The Canadian Space Agency (CSA) has posted a new space technology development program opportunity for solar array substrate technology as an identified priority technology.
The opportunity titled STDP-26 Solar Array, was posted to the CanadaBuys website on February 14, 2025.
The closing date for submissions is March 20, 2025 and proposed start date is March 25, 2025. The contract period is estimated at 12 months. The maximum funding is $125,000, taxes excluded.
Background
The CSA provided the following background information on their needs.
The integration of electronics within solar panel substrates is a technology which the CSA wishes to develop. The concept is to embed electronic assemblies within the honeycomb core of a solar array substrate. An overview is shown in Figure 1.
The panel consists of a ¼” perforated aluminum honeycomb core with upper and lower skins. The upper skin has an insulating layer (such as Kapton or FR4) for insulating the solar cells. Cutouts are placed in the honeycomb core to accommodate electronic modules and their associated wiring which will be provided by the CSA. Wires are routed within the honeycomb core and exit on the upper skin for solar cell connections and at the side of the panel for the output wiring. Hard points for panel mounting are used to mount a fixed panel to the spacecraft structure. Hinge mounting points with tapped mounting holes are used to attach hinges between the deployable panels and the spacecraft structure. For deployable panels, an additional panel tie down hard point is included to firmly hold the panel to the spacecraft structure prior to deployment. An additional hardpoint is used to provide strain relief for the panel output wires.
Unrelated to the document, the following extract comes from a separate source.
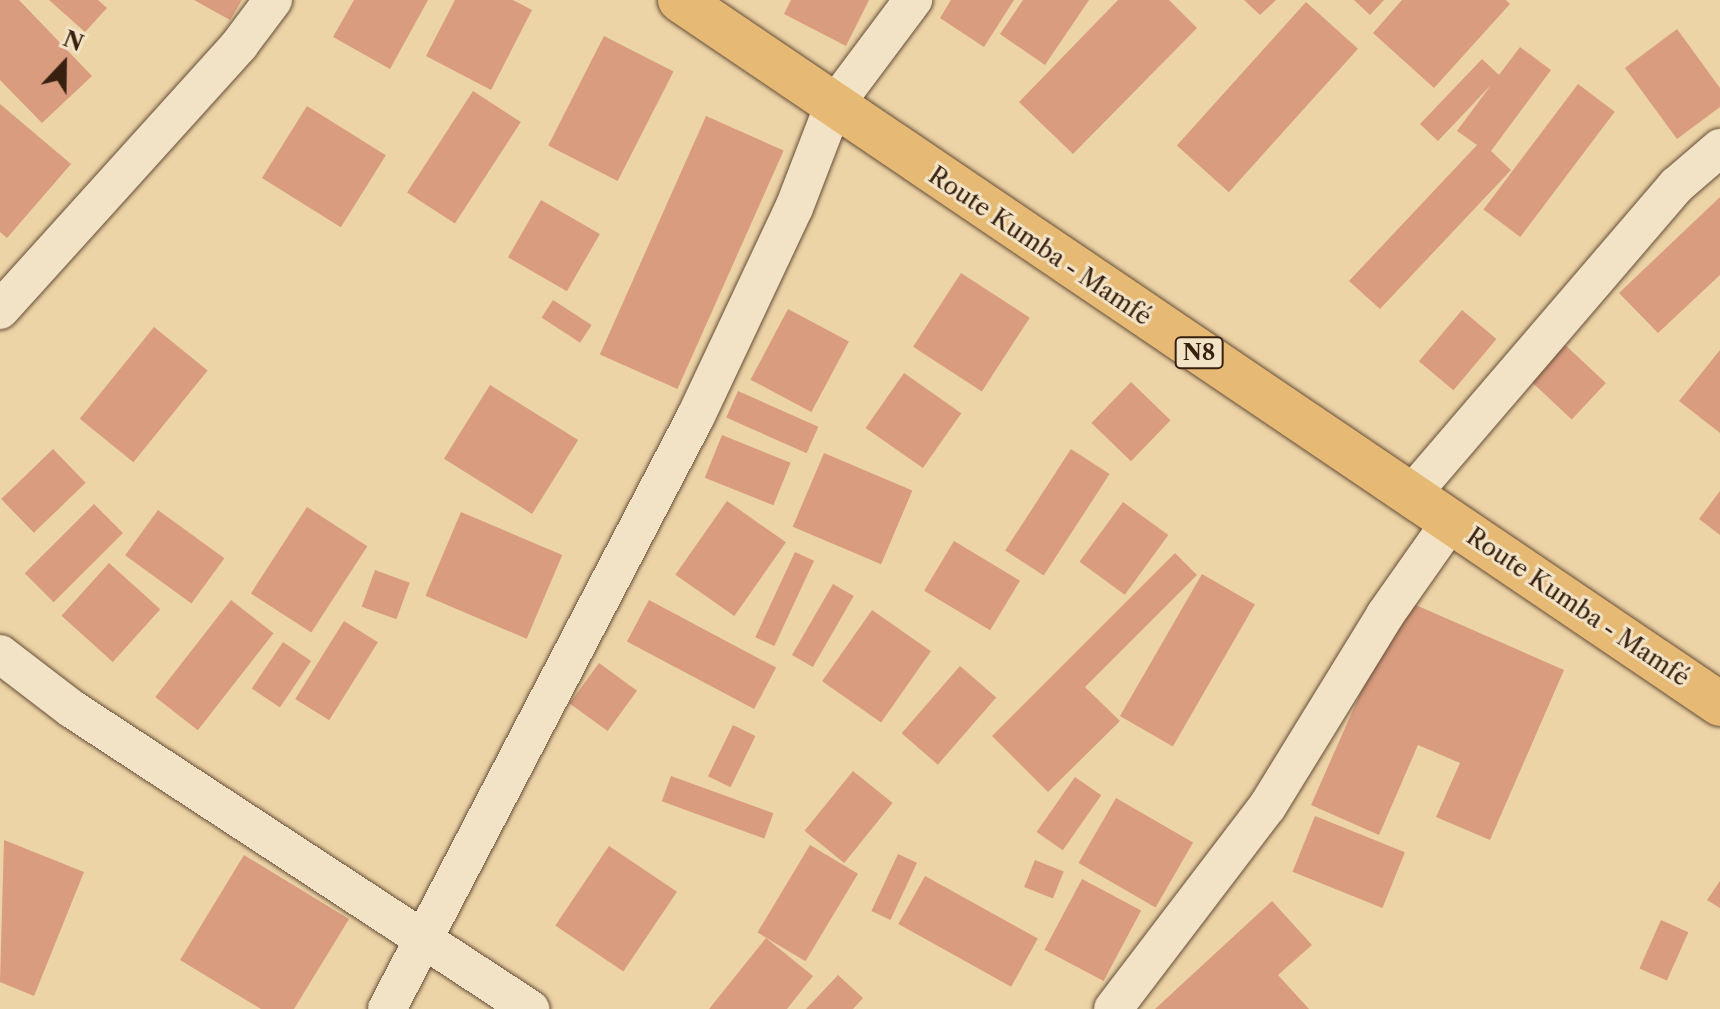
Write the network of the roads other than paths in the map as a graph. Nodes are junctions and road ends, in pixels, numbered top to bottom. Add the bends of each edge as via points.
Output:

An internal view of the panel is illustrated in Figure 2.
The internal view shows the electronic modules embedded within the panel. Each electronic module has a wire connection to a solar cell. These wires are mounted into narrow slots machined into the honeycomb. The modules are connected in series through inter module wires and terminate with a panel output wire which exits the side of the panel.
The electronic modules are bonded to one of the skins and cannot be relied upon for structural and thermal panel properties. The electronic modules and wiring will be provided by the CSA. The electronic modules measure 28mm x 28mm x 5.5mm high (TBC). The estimated mass for each electronic module is 7 grams (TBC). Exact measures will be provided prior to the detailed design stage.
A CSA provided deployment hinge used to mount the panel to the spacecraft (not shown) will provide the interface between the panel and the spacecraft. An additional CSA provided hinge will be used to connect a second panel for a double deployable system. The detailed requirements for the hinge will be finalized when the spacecraft bus design has been defined.
This novel packaging technique has several challenges in its implementation. The machining process leaves a honeycomb core with cavities and shallow cuts which reduce the strength of the solar array substrate. The challenge is to design the solar array substrate in such a way as to minimize the structural and thermal impact of the honeycomb cutouts. A further challenge is to develop a laminating process for the skins and honeycomb core which maintains a flat mounting surface for solar cells to be installed despite the cutouts in the honeycomb core.
The CSA intends to demonstrate this technology on an 8U CubeSat mission with two 8U double deployable arrays, two 4U fixed arrays and two 2U fixed arrays.
The CSA is also interested in exploring other solar panel substrate concepts which can house electronic assemblies and their associated wiring.